Y... uno no tiene ganas. Tiene fiaca. Hace ya varios años una película con Norman Brisky nos mostraba esa faceta del ser humano. La película, obviamente, se llamaba La Fiaca. Esta palabra es auténticamente genovesa, es decir, una expresión corriente en el dialecto de esa ciudad. La “fiaca” en el dialecto genovés expresa esto: “desgarro físico originado por la falta de alimentación momentánea”. Aquí la hemos atribuido a un desgano general y no sólo por falta de alimentos, sino porque no se nos dan las ganas, así de simple.
Ahora no se usa mucho pero hace tiempo formaba parte del argot familiar de los argentinos. Tengo fiaca, decíamos cuando no había fuerza de voluntad que nos empujara a realizar una tarea, o cualquier tarea, porque la fiaca no se especializaba: era general.
El tipo se siente como derrotado, no tiene iniciativa. Le encanta fumar pero no tiene ganas de prender el pucho. Va al baño y hace por iniciativa propia de su cuerpo no porque él le ponga énfasis a la tarea. Tiene que hacerse de comer pero no tiene voluntad para agarrar las ollas.
En el trabajo deja pasar las horas haciendo nada, hace como que hace, pero en realidad no hace. Es como un estado de laxitud de la sesera, como si se nos fuera el impulso vital necesario para enfrentar la vida.
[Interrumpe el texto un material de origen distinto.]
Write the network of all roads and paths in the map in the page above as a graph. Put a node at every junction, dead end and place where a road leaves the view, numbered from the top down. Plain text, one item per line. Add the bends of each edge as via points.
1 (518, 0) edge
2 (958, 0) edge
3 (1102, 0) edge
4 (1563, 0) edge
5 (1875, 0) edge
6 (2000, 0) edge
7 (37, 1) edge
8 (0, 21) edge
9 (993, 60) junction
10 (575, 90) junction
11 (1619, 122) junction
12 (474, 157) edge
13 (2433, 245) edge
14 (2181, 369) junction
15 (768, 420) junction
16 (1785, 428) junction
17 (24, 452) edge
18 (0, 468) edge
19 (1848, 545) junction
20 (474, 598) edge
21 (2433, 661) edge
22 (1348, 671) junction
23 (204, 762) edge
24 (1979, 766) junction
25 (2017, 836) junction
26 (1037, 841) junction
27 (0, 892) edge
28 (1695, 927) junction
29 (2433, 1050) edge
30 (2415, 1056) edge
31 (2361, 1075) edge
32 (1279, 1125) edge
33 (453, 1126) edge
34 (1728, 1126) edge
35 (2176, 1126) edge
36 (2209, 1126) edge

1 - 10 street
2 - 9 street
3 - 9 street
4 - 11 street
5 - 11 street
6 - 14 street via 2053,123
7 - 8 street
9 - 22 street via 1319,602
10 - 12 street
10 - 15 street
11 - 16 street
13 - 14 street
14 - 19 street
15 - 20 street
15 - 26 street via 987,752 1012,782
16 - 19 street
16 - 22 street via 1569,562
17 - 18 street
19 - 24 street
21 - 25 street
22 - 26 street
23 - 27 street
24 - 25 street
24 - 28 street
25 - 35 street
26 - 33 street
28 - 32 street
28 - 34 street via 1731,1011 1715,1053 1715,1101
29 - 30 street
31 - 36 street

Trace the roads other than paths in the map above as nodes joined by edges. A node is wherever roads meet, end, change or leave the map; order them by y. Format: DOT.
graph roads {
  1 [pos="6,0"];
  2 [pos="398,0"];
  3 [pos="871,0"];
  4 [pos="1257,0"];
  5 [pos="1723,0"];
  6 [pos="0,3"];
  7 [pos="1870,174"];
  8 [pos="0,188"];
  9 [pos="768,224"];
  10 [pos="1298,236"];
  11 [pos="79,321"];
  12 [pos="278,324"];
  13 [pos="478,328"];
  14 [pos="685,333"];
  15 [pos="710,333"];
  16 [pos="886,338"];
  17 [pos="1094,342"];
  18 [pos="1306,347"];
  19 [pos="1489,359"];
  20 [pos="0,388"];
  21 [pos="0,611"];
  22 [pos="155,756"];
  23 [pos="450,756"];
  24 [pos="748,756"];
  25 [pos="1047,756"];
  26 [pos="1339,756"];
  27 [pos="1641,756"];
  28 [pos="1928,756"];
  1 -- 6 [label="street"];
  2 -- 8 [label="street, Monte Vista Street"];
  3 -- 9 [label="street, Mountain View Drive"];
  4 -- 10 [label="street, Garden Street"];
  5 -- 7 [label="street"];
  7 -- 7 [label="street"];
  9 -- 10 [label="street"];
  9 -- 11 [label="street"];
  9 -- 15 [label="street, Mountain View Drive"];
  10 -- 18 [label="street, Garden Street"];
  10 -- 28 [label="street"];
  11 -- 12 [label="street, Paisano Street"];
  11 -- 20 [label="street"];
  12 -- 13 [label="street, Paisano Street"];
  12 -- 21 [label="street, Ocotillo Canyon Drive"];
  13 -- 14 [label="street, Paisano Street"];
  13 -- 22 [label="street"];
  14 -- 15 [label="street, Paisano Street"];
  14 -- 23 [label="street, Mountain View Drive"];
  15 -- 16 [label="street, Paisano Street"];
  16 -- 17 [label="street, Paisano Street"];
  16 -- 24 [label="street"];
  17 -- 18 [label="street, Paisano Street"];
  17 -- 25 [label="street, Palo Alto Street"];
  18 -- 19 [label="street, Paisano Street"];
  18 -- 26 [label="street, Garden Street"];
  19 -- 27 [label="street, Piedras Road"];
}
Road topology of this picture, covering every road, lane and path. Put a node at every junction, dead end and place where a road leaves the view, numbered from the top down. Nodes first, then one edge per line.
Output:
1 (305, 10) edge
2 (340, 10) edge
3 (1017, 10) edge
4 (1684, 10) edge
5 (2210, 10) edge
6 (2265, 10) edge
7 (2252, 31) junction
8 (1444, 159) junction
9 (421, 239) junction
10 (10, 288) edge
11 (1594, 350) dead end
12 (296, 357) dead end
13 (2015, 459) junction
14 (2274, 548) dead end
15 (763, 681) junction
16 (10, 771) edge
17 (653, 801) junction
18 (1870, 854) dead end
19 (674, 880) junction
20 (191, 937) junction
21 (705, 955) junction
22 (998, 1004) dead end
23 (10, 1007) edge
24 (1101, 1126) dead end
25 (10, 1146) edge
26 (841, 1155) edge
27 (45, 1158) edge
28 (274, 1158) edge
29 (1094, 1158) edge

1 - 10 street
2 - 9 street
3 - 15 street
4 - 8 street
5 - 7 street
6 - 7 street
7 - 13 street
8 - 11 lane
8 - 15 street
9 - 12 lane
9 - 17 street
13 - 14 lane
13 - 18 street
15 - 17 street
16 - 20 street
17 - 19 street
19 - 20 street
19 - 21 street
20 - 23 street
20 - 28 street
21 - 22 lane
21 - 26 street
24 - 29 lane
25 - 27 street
A todos nos ha pasado en algún momento, pero hay algunos a los que les pasa significativamente durante muchos momentos y no hay forma en que varíen sus ganas. Porque tiene que ver con las ganas. En este caso, ganas de no hacer nada, ganas de no tener ganas.
Uno los ve, inertes, agobiados por su falta de energía, les pregunta qué les pasa y seguramente recibe de contestación: “Tengo fiaca”.
Podríamos llamarla de otra forma, por ejemplo, pereza u holgazanería, que son maneras distintas de nombrar la misma sensación.
Vulgarmente suele expresarse con la forma “te pesan los productos de ave”, y es una forma guaranga pero define perfectamente lo que le está ocurriendo a ese ser que se repliega y no quiere intentar nada porque ni ganas tiene de ningún intento.
Se imaginan si la fiaca fuera como una epidemia y en una secuencia determinada de algún día a todos nos diera fiaca. El país se pararía, nada funcionaría, porque los encargados de hacer funcionar las cosas han contraído una abulia repentina y entonces que las cosas se hagan por sí solas o que no se hagan.
El no hacer nada. Qué forma más imbécil de desperdiciar el día. Pero el tipo no lo hace por mala voluntad, lo hace porque no tiene voluntad y entonces cualquier acción le parece un sacrificio.
Lo malo es que no hay antídoto para estas cuestiones, no es cuestión de tomar una pastillita que nos reactive; no hay soluciones en grageas.
Hay que esperar que al tipo se le pase. Mientras tanto, no le pida nada porque no está para atender ningún pedido. Decididamente, tiene fiaca.
Y ahora termino. Yo sé que debo agregarle palabras a esta nota, que no está suficientemente abordada para que diga lo que quiere decir pero no hay caso; yo también tengo fiaca.